The “dominant purpose” test is used to determine whether a documentation falls under litigation privilege, Lindsay told delegates at a Risk Management Counsel of Canada seminar in Toronto.

If the dominant purpose of the preparation of the document was for the anticipation of litigation then it will fall under litigation privilege. If, however, the document has multiple purposes, problems can arise as to whether it falls under privilege.

Independent adjuster reports tend to be the biggest problem, Lindsay notes. In a loss, an adjuster will attend the scene with a multi-faceted task: determine quality, sort out coverage, make recommendations with respect to reserves, check for potential subrogation and look at origin and cause.
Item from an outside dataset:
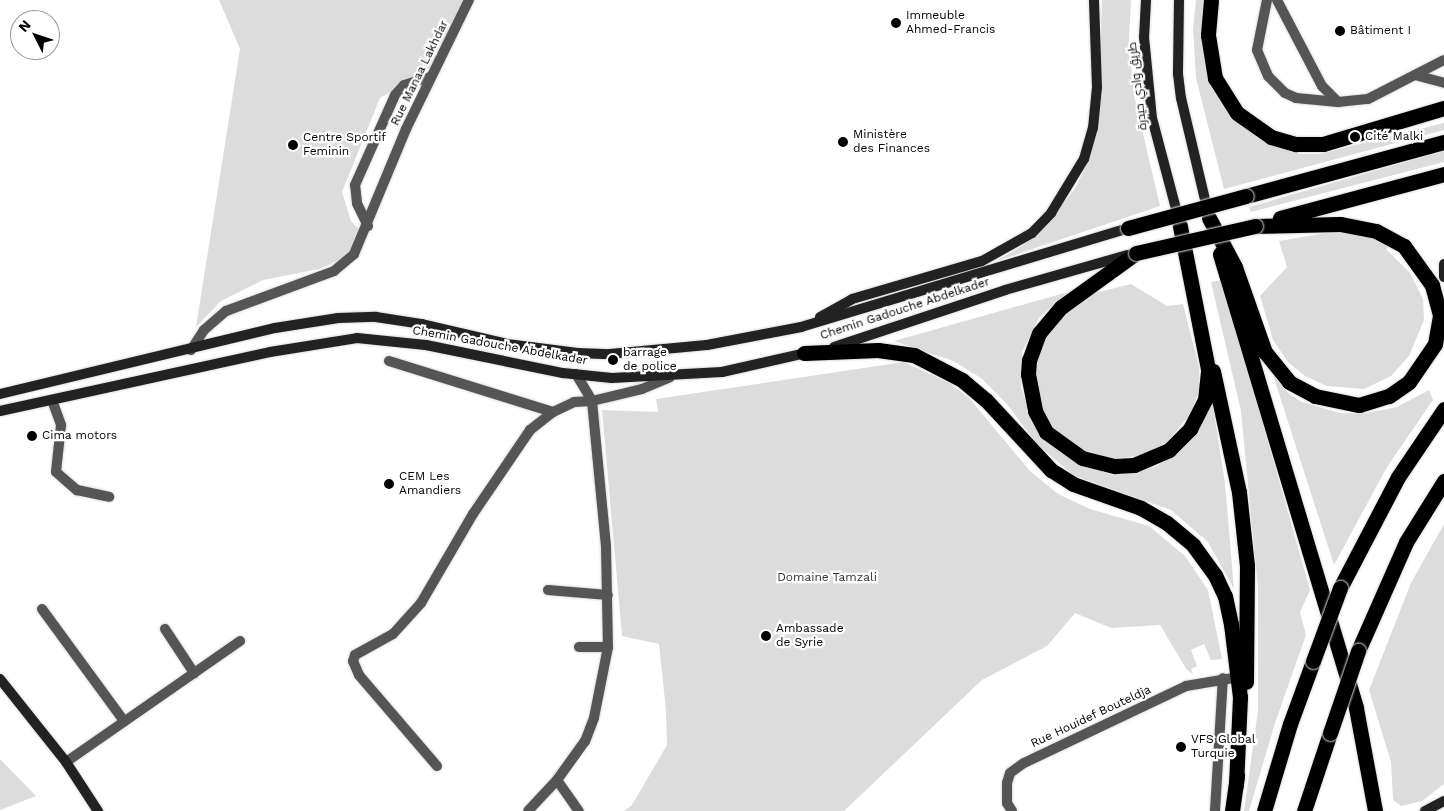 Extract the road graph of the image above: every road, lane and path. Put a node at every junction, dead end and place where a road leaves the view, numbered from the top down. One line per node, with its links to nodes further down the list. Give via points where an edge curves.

Often one report is written to cover all of these points. But this can cause an issue during litigation, since parts of the report — such as coverage issues, for example — have nothing to do with litigation. This can make the document discoverable in court.

In order to avoid this, Lindsay recommends that adjusters write up two reports. One should deal with ordinary adjustment issues that are not in the least bit related to litigation, such as coverage. A separate report should be prepared to address liability and other potential litigation issues.

Handled in this manner, it can be put into an affidavit that the litigation was anticipated in preparation of the liability report, which deals strictly with a particular issue of liability, and which cannot be done if the report also contains references to coverage or quantum.